R S Sodhi, Managing Director of the Gujarat Cooperative Milk Marketing Federation (GCMMF), speaks to BusinessLine on issues relating to milk prices, the rise of private dairies and the role of cooperatives. Excerpts:

What are the causes of the current milk crisis in India?

Over the past few years, private dairy capacities have grown significantly in India. They are mostly in the commodity space (skimmed milk powder or SMP, and butter oil).

Even while overall private sector capacities are nearly equal to that of cooperatives, milk handling varies according to the market situation, as private players procure milk only when prices of their end products, SMP and butter oil, are higher and yield good profit for them. Over the last two years, the private sector has reduced milk handling drastically, because commodity prices have fallen globally, leading to a glut in India. As a result, private dairies have withdrawn from procurement and cut procurement prices. What happened in Maharashtra is a reflection of this.

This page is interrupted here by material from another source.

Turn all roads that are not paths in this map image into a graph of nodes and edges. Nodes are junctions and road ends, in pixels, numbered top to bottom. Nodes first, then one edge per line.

Why does private sector falter whenever there is more milk?

Private players first look at the margins. Cooperatives, on the other hand, take care of the interest of the farmers, even if they run into losses sometimes. The cooperative model has to provide stable and remunerative prices for milk.

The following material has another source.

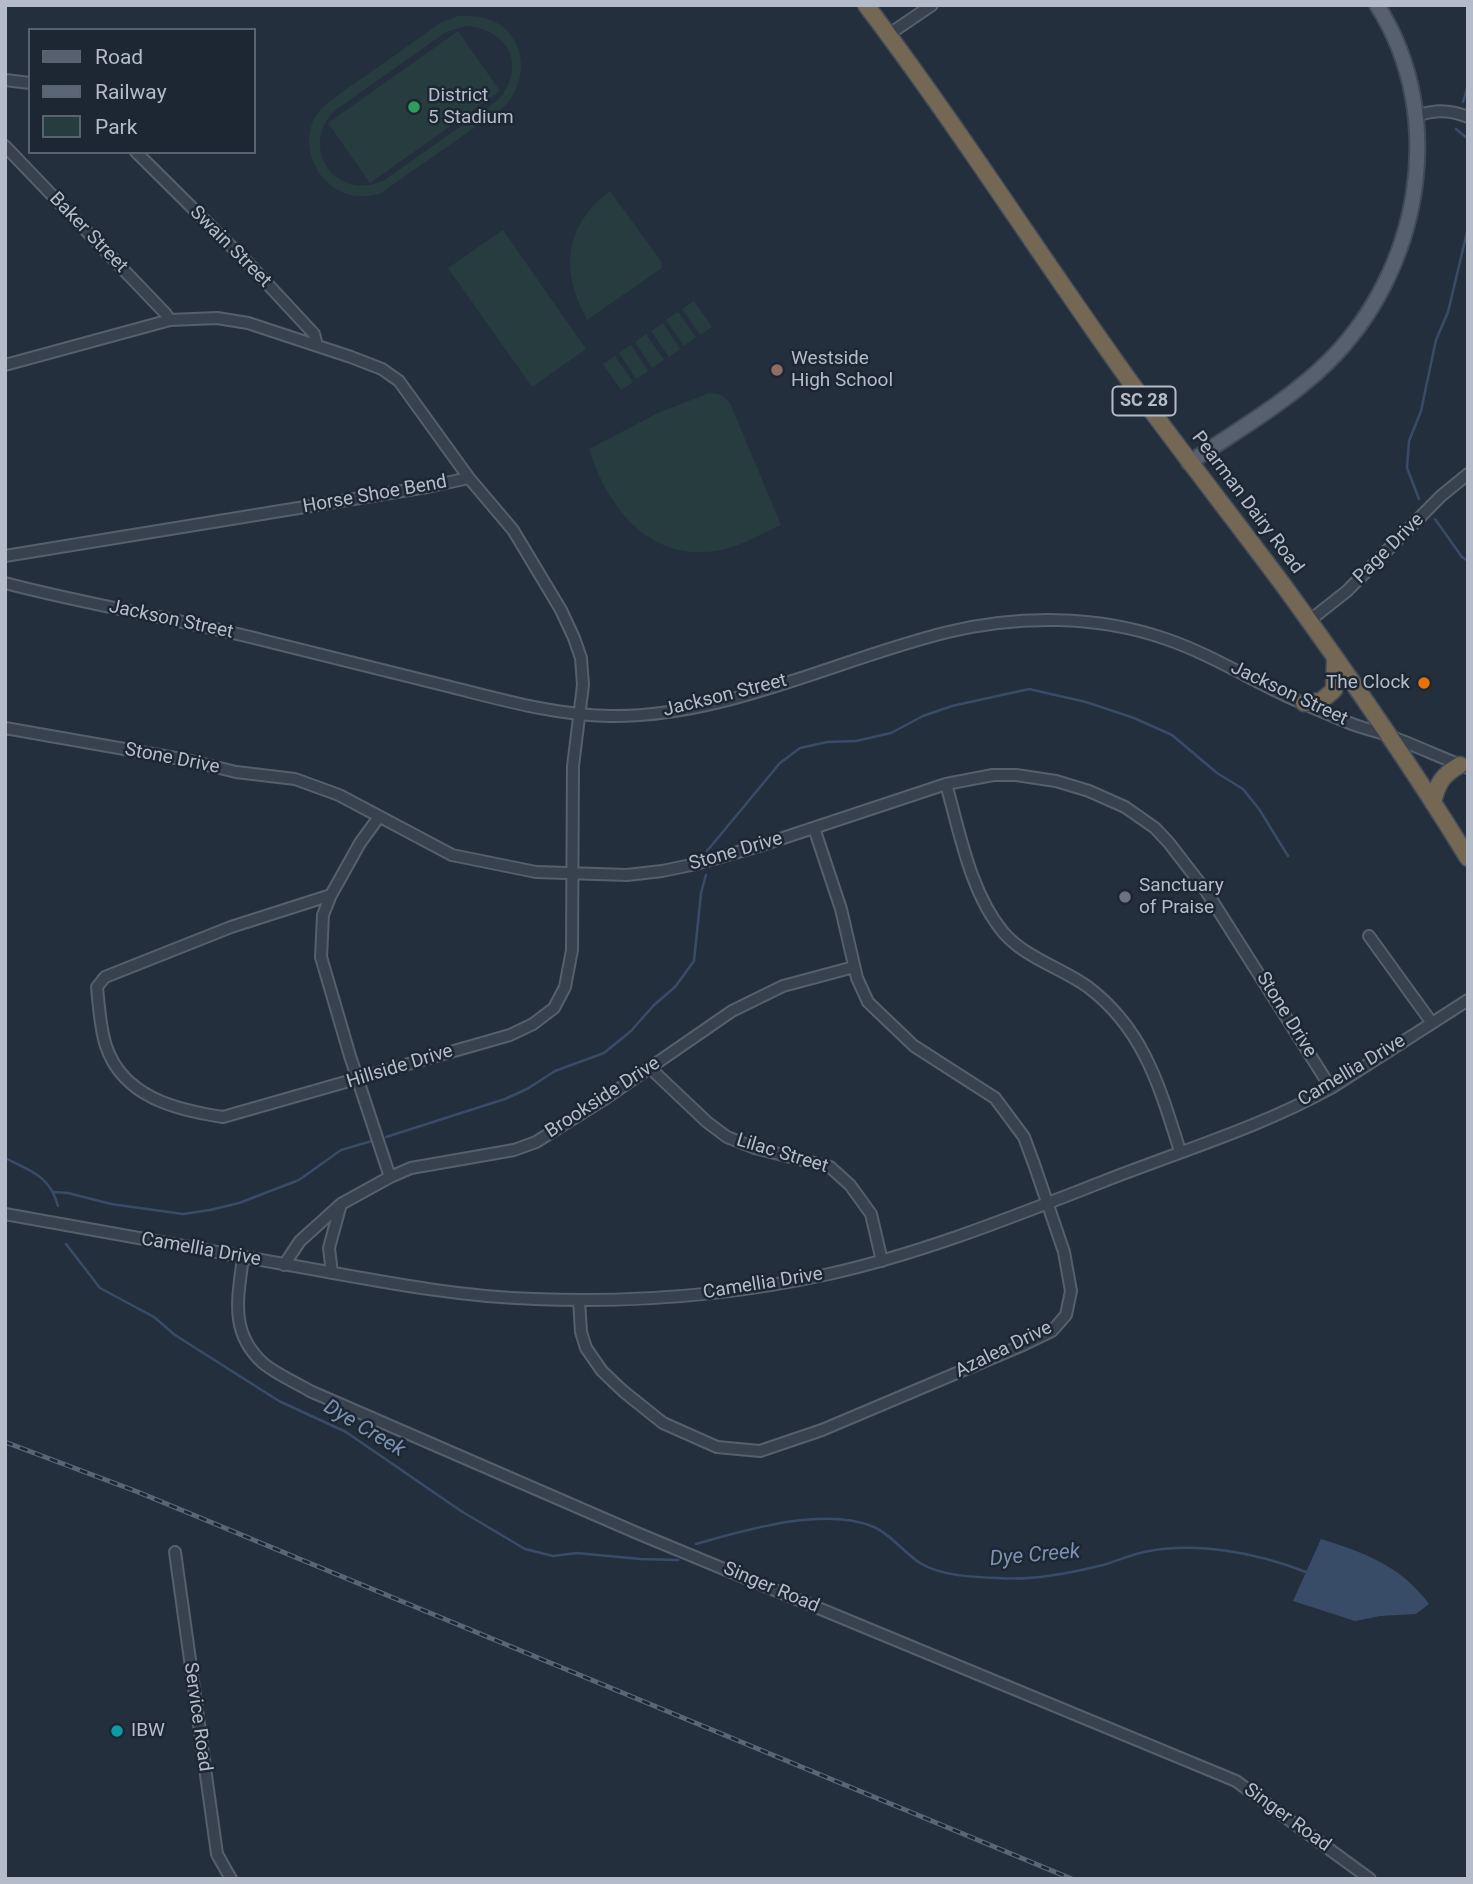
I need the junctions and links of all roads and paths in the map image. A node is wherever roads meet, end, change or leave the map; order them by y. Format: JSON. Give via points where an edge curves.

Private dairies, being predominantly in the commodity space, stop activities as supplies rise, and turn to cooperatives to buy milk powder and repackage it under their brand. This is economical for them because, against the production cost of ₹230 a kg, cooperatives still make SMP and sell it at a reduced market price of ₹140 by making a loss of ₹80-90 a kg.

In such a scenario, how is the farmer’s interest protected?

Cooperatives give higher prices, but where cooperatives are not present, private players give less. Ultimately it is the farmer who decides whom to sell milk to. In States other than Gujarat, cooperatives too have to reduce prices, but not as much as private players. At any rate they don’t increase prices, while the farmer’s input costs continue to rise with his finished product price. In some States, subsidy tries to plug the difference to maintain the prices.

In the current arrangement, who decides the prices?

Each district union decides its own price payable to the farmers based on their business viability and balance sheet. It keeps changing month to month. There is no specific model, wherein the government announces a minimum price for milk as seen in the case of Maharashtra.

The farmer may produce the milk, but he is not the price setter. He is a price follower based on market forces. Cooperatives too don’t have a say in price determination. The challenge is that milk prices are not decided based on the input costs. For the past nine years, we have been able to give 9 per cent average increase every year. But this year we are not able to, because we are also incurring losses in SMP.

What differentiates Gujarat’s Amul model from other States?

There isn’t much difference. But in major States like Maharashtra and Uttar Pradesh, cooperative procurement is not happening under a single umbrella. There would be several cooperatives with their own brand and cost structure. Hence, they are unable to create one strong brand like Amul, where 18 district cooperative unions are connected. This is the reason for the rise of private dairies and fall in cooperatives structure. Therefore, private players will be able to get the cheapest milk, making commodity production attractive.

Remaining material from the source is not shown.